WISCONSIN Man Wrongly Imprisoned For 12 Years Graduates From UW Law School Former Inmate Speaks At Graduation Ceremony It is graduation weekend at the University of Wisconsin-Madison, and Friday's ceremony was extra special to one UW law school graduate. . . . Five years after the UW Innocence Project helped free Christopher Ochoa from prison, he's living a dream instead of a nightmare. . . . "Maybe it's the start of a new beginning as far as maybe I can finally start putting everything behind me," said Ochoa. . . . On Friday, Ochoa graduated from the UW Law School -- the same school that found the DNA evidence that got him released from prison in 2001. . . . Ochoa spent 12 years in prison for a rape and murder he didn't commit after confessing under the threat of the death penalty, WISC-TV reported. . . . "It's almost 10 years to the day when I had lost hope -- all hope.

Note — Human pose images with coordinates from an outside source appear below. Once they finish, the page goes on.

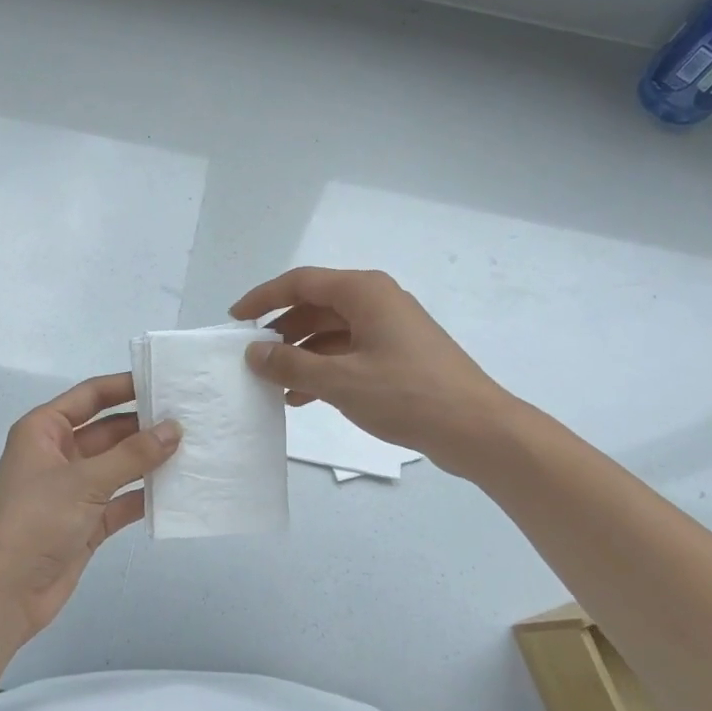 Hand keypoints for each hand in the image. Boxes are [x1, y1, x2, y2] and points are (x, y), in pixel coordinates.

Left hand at [0, 373, 179, 642]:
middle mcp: (59, 454)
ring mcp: (73, 490)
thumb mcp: (84, 481)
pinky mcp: (86, 522)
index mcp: (44, 430)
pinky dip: (145, 496)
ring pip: (119, 466)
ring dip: (150, 461)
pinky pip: (122, 500)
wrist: (1, 594)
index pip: (91, 396)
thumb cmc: (33, 521)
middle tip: (192, 418)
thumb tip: (175, 428)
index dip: (126, 386)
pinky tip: (178, 490)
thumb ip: (133, 454)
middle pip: (109, 430)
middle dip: (146, 426)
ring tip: (195, 450)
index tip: (166, 381)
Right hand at [231, 267, 513, 474]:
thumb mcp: (340, 380)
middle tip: (252, 357)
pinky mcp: (398, 355)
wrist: (476, 428)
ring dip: (301, 355)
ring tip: (273, 383)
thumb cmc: (407, 395)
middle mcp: (376, 301)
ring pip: (331, 332)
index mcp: (364, 292)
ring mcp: (390, 329)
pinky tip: (303, 397)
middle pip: (316, 306)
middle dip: (281, 331)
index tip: (235, 319)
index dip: (263, 298)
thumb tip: (253, 352)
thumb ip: (290, 364)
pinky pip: (349, 352)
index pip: (301, 282)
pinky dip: (324, 369) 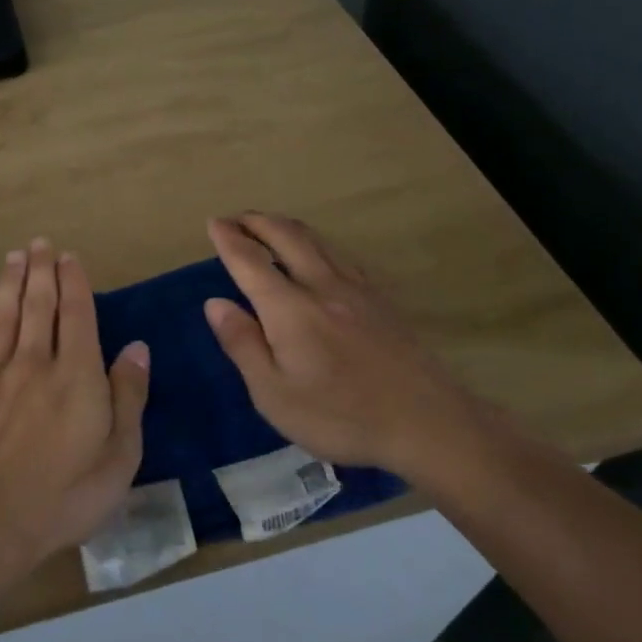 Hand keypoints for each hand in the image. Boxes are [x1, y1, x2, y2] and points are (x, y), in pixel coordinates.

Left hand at [0, 238, 149, 579]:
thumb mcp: (120, 455)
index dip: (74, 282)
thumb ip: (129, 396)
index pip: (77, 315)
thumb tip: (137, 347)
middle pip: (39, 306)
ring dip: (11, 283)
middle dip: (42, 271)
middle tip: (40, 243)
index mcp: (77, 375)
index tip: (70, 257)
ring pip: (5, 316)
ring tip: (14, 256)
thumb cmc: (66, 494)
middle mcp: (35, 362)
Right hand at [203, 213, 481, 473]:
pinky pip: (341, 255)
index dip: (229, 239)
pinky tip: (319, 253)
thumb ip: (243, 344)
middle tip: (236, 218)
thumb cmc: (341, 416)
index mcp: (289, 309)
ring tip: (269, 225)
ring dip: (286, 226)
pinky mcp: (381, 300)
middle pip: (287, 237)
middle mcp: (322, 286)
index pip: (250, 262)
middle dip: (257, 222)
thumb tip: (215, 303)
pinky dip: (318, 243)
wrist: (428, 423)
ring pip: (317, 241)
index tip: (214, 222)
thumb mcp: (274, 394)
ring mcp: (356, 290) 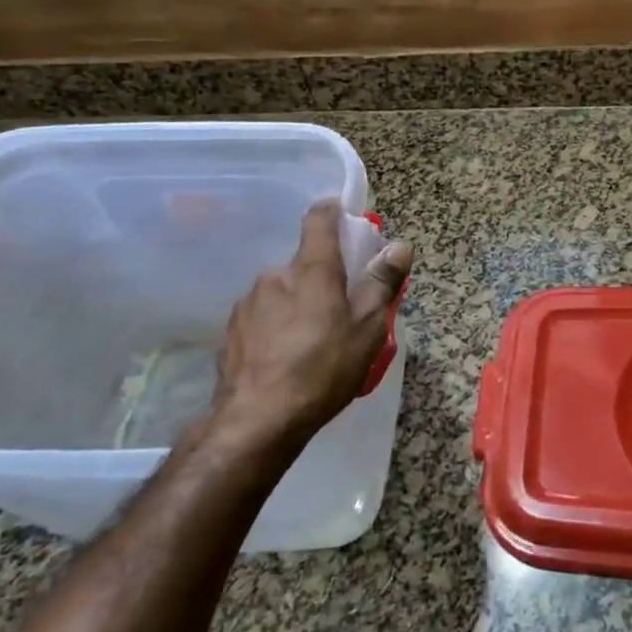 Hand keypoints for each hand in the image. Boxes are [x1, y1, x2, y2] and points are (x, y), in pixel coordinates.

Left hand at [200, 200, 411, 460]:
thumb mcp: (368, 329)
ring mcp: (248, 303)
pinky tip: (286, 358)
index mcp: (312, 270)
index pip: (320, 221)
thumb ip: (382, 284)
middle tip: (342, 310)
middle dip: (323, 278)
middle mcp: (275, 276)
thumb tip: (399, 247)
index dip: (332, 212)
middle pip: (304, 264)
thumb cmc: (323, 369)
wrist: (258, 419)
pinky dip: (278, 327)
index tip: (343, 215)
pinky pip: (263, 317)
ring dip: (298, 305)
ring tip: (313, 342)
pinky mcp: (232, 331)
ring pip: (282, 293) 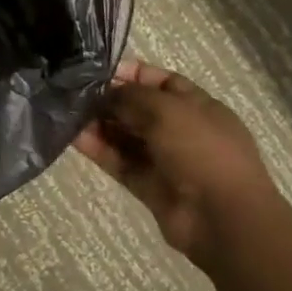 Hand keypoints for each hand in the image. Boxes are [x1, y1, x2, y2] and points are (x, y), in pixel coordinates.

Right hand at [76, 59, 277, 260]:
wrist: (223, 219)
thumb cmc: (202, 150)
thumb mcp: (166, 109)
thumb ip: (131, 96)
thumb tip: (106, 94)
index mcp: (198, 106)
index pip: (161, 81)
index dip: (132, 74)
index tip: (99, 71)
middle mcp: (181, 130)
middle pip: (140, 108)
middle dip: (110, 99)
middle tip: (75, 92)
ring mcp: (165, 160)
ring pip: (126, 136)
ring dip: (100, 124)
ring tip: (68, 112)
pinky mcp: (148, 186)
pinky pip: (119, 162)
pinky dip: (98, 149)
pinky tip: (73, 136) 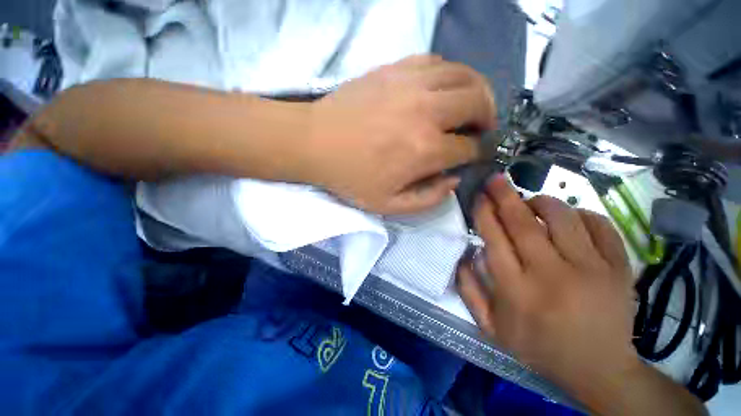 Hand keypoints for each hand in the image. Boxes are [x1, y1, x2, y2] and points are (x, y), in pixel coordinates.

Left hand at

I know in 1996 in prison, I had really contemplated suicide because I lost all hope," said Ochoa. . . . His parents, uncle and other family members flew up from El Paso, Texas, for Ochoa's law school graduation ceremony at the Alliant Energy Center in Madison. . . . "This is the best Mother's Day gift I can get from him in 12 years since he was in prison -- (the) best!" said Ochoa's mother, Dora. "No card, no nothing -- this is the best gift I'm going to get this Mother's Day from him, and I'm very proud."

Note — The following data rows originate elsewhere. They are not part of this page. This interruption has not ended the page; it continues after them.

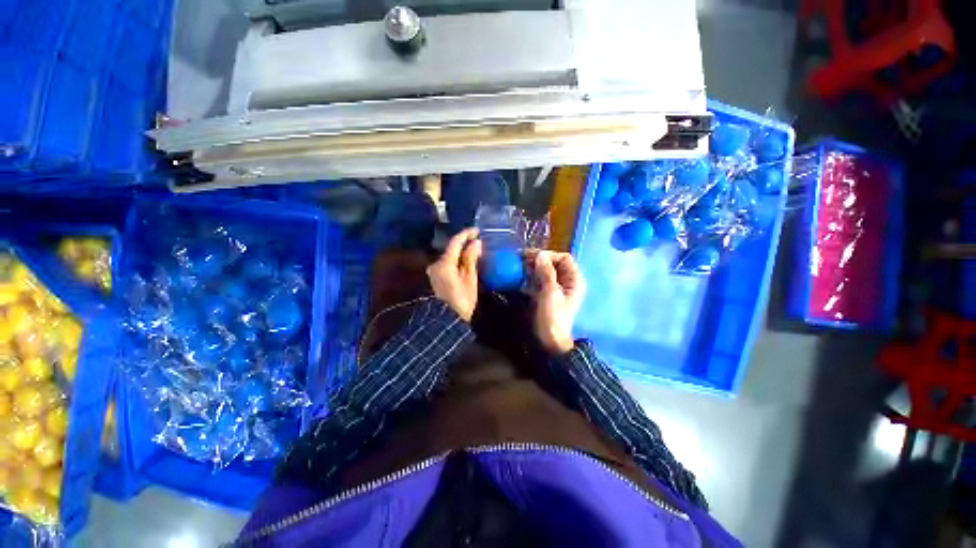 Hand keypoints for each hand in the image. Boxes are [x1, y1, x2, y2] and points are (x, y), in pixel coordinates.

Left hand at [427, 228, 481, 321]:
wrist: (448, 320)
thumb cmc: (462, 301)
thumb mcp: (470, 280)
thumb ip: (471, 259)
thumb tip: (476, 242)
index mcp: (444, 265)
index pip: (455, 242)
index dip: (466, 234)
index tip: (477, 230)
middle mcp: (435, 264)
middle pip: (451, 249)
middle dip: (465, 244)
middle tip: (479, 243)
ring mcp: (433, 270)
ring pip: (449, 256)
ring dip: (461, 253)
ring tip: (475, 253)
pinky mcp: (435, 276)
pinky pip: (447, 263)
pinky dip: (456, 260)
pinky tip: (466, 262)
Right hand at [527, 250, 585, 354]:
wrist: (549, 341)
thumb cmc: (553, 317)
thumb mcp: (550, 292)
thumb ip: (546, 272)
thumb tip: (540, 254)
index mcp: (574, 280)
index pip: (564, 258)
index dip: (549, 255)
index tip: (532, 256)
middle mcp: (566, 282)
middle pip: (553, 264)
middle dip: (538, 260)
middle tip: (521, 258)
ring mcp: (555, 288)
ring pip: (544, 271)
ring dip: (531, 267)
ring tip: (518, 265)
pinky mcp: (545, 295)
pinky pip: (537, 281)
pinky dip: (529, 277)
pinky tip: (519, 277)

MICHIGAN Michigan, Wayne County to pay in wrongful murder conviction The Associated Press Authorities are finishing work on a settlement of about $4 million in a lawsuit brought by survivors of a man who spent 17 years in prison for a rape and murder he did not commit. . . . The family of Eddie Joe Lloyd would get about $2.6 million, and lawyers would get about $1.4 million, according to a proposed settlement filed last week in U.S District Court in Detroit. . . . In 2002, DNA evidence exonerated Lloyd in the 1984 rape and killing of Michelle Jackson, a 16-year-old Murray-Wright High School junior. Lloyd died in 2004 at age 56. . . . Under the proposal, Detroit would pay $3.25 million, Michigan $600,000 and Wayne County about $200,000, The Detroit News said. It said Detroit police would begin videotaping interrogations of people who could face first-degree murder charges.

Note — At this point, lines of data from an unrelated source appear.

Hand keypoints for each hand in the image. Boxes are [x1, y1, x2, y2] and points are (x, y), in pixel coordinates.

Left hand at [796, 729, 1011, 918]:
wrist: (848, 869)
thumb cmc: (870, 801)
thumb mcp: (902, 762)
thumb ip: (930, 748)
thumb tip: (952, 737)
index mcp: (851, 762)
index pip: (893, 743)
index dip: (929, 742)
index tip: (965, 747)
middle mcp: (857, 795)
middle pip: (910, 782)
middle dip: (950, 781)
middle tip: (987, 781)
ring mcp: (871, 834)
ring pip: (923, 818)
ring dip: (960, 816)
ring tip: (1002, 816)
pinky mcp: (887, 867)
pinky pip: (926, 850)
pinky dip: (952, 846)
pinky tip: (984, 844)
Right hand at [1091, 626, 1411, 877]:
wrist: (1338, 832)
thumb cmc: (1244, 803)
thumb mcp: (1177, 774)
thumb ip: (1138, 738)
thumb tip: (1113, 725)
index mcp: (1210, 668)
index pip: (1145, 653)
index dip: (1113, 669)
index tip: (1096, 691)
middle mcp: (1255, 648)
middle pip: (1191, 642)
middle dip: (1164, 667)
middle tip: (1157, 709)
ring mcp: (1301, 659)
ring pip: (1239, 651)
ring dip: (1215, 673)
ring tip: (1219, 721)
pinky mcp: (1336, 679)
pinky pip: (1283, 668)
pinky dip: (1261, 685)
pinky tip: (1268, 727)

A federal jury yesterday found that a state police investigator fabricated the confession of a mildly retarded man sent to death row for a rape and murder he did not commit. . . . In a case that has had widespread repercussions for Virginia's criminal justice system, the four-man, five-woman jury awarded Earl Washington Jr. $2.25 million in damages. . . . Washington spent nine years on death row after he was wrongly convicted of the June 4, 1982, rape and murder of Rebecca Lynn Williams, 19, in Culpeper. The mother of three was stabbed 38 times. . . . Washington hugged his lawyers after hearing the jury's decision. "I feel great. I'm happy," he said, looking overwhelmed.
City to pay $3.2m in wrongful conviction suit Record settlement follows DNA tests By Andrea Estes, Globe Staff The city of Boston has agreed to pay $3.2 million to settle a wrongful conviction suit filed by Neil Miller, who served 10 years in prison for raping a 19-year-old Emerson College student before DNA tests proved that another man committed the crime. It is believed to be the largest settlement Boston has paid in a wrongful conviction case. . . . Miller, 39, had been convicted of breaking into the woman's apartment Aug. 24, 1989, and raping her while holding a screwdriver to her neck after the woman identified him in a police lineup. He was freed May 10, 2000, after tests requested by the New York-based Innocence Project proved that his DNA didn't match that found in semen on the victim's body and bed. . . . Yesterday, Miller's lawyers, Howard Friedman and Innocence Project codirector Peter Neufeld, charged that testimony in their 2003 lawsuit shows the Boston police manipulated evidence to help prosecutors win a conviction.
Woo, glad to hear that! I thought the system had angled itself against that, but I'm glad to hear it!
Me too! I'm happy to hear that when this happens, most people will be awarded money so they will never worry about $$ again. It just sucks that as taxpayers, we're the ones that are paying, but what can you do?